• [Work to complete]:
Write every record out again exactly as shown below.

== Segment start ==

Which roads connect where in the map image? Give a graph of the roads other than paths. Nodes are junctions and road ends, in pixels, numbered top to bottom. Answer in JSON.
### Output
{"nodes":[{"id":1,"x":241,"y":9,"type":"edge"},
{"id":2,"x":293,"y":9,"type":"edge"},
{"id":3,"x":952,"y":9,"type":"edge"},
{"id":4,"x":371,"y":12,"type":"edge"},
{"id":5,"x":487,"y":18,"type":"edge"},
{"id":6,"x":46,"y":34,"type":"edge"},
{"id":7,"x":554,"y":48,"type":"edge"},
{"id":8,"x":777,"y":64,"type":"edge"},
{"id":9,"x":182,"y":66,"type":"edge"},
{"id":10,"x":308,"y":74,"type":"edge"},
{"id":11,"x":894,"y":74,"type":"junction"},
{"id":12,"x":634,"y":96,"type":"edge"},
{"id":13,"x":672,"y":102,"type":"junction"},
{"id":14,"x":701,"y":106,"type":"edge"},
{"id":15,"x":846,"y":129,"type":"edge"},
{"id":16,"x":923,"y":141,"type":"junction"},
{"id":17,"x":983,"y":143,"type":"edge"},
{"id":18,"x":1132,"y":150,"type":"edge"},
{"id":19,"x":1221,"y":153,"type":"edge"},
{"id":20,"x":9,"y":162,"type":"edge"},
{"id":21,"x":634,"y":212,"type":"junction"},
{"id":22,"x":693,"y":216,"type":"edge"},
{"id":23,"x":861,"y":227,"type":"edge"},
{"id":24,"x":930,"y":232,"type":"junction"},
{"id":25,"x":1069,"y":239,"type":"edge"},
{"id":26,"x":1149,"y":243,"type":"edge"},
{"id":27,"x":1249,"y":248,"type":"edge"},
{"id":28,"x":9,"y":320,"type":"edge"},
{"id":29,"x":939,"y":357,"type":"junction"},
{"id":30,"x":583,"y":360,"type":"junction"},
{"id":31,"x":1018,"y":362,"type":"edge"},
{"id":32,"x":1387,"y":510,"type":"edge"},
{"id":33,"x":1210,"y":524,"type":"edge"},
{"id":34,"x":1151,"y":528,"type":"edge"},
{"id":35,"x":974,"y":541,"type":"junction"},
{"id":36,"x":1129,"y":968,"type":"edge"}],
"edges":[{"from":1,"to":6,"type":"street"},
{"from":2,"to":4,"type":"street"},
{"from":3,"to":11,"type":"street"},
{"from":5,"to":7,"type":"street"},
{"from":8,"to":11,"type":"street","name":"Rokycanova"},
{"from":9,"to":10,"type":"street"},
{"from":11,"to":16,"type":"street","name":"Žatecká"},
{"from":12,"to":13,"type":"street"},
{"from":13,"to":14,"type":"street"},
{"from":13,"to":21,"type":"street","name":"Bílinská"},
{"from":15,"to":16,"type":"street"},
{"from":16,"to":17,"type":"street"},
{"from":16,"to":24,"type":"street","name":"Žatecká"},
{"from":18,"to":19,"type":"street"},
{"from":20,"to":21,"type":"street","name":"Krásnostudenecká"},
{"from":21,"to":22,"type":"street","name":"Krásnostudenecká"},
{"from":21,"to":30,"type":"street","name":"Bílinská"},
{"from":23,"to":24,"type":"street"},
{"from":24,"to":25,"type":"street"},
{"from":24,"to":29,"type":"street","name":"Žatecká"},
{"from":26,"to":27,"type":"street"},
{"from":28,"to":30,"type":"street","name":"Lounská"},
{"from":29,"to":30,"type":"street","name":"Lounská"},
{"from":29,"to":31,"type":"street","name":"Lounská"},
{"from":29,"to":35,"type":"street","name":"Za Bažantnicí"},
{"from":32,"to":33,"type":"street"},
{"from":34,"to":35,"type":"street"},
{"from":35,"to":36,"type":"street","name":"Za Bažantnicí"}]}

== Segment end ==

• [Answer section]:
Which roads connect where in the map image? Give a graph of the roads other than paths. Nodes are junctions and road ends, in pixels, numbered top to bottom. Answer in JSON.
### Output
{"nodes":[{"id":1,"x":241,"y":9,"type":"edge"},
{"id":2,"x":293,"y":9,"type":"edge"},
{"id":3,"x":952,"y":9,"type":"edge"},
{"id":4,"x":371,"y":12,"type":"edge"},
{"id":5,"x":487,"y":18,"type":"edge"},
{"id":6,"x":46,"y":34,"type":"edge"},
{"id":7,"x":554,"y":48,"type":"edge"},
{"id":8,"x":777,"y":64,"type":"edge"},
{"id":9,"x":182,"y":66,"type":"edge"},
{"id":10,"x":308,"y":74,"type":"edge"},
{"id":11,"x":894,"y":74,"type":"junction"},
{"id":12,"x":634,"y":96,"type":"edge"},
{"id":13,"x":672,"y":102,"type":"junction"},
{"id":14,"x":701,"y":106,"type":"edge"},
{"id":15,"x":846,"y":129,"type":"edge"},
{"id":16,"x":923,"y":141,"type":"junction"},
{"id":17,"x":983,"y":143,"type":"edge"},
{"id":18,"x":1132,"y":150,"type":"edge"},
{"id":19,"x":1221,"y":153,"type":"edge"},
{"id":20,"x":9,"y":162,"type":"edge"},
{"id":21,"x":634,"y":212,"type":"junction"},
{"id":22,"x":693,"y":216,"type":"edge"},
{"id":23,"x":861,"y":227,"type":"edge"},
{"id":24,"x":930,"y":232,"type":"junction"},
{"id":25,"x":1069,"y":239,"type":"edge"},
{"id":26,"x":1149,"y":243,"type":"edge"},
{"id":27,"x":1249,"y":248,"type":"edge"},
{"id":28,"x":9,"y":320,"type":"edge"},
{"id":29,"x":939,"y":357,"type":"junction"},
{"id":30,"x":583,"y":360,"type":"junction"},
{"id":31,"x":1018,"y":362,"type":"edge"},
{"id":32,"x":1387,"y":510,"type":"edge"},
{"id":33,"x":1210,"y":524,"type":"edge"},
{"id":34,"x":1151,"y":528,"type":"edge"},
{"id":35,"x":974,"y":541,"type":"junction"},
{"id":36,"x":1129,"y":968,"type":"edge"}],
"edges":[{"from":1,"to":6,"type":"street"},
{"from":2,"to":4,"type":"street"},
{"from":3,"to":11,"type":"street"},
{"from":5,"to":7,"type":"street"},
{"from":8,"to":11,"type":"street","name":"Rokycanova"},
{"from":9,"to":10,"type":"street"},
{"from":11,"to":16,"type":"street","name":"Žatecká"},
{"from":12,"to":13,"type":"street"},
{"from":13,"to":14,"type":"street"},
{"from":13,"to":21,"type":"street","name":"Bílinská"},
{"from":15,"to":16,"type":"street"},
{"from":16,"to":17,"type":"street"},
{"from":16,"to":24,"type":"street","name":"Žatecká"},
{"from":18,"to":19,"type":"street"},
{"from":20,"to":21,"type":"street","name":"Krásnostudenecká"},
{"from":21,"to":22,"type":"street","name":"Krásnostudenecká"},
{"from":21,"to":30,"type":"street","name":"Bílinská"},
{"from":23,"to":24,"type":"street"},
{"from":24,"to":25,"type":"street"},
{"from":24,"to":29,"type":"street","name":"Žatecká"},
{"from":26,"to":27,"type":"street"},
{"from":28,"to":30,"type":"street","name":"Lounská"},
{"from":29,"to":30,"type":"street","name":"Lounská"},
{"from":29,"to":31,"type":"street","name":"Lounská"},
{"from":29,"to":35,"type":"street","name":"Za Bažantnicí"},
{"from":32,"to":33,"type":"street"},
{"from":34,"to":35,"type":"street"},
{"from":35,"to":36,"type":"street","name":"Za Bažantnicí"}]}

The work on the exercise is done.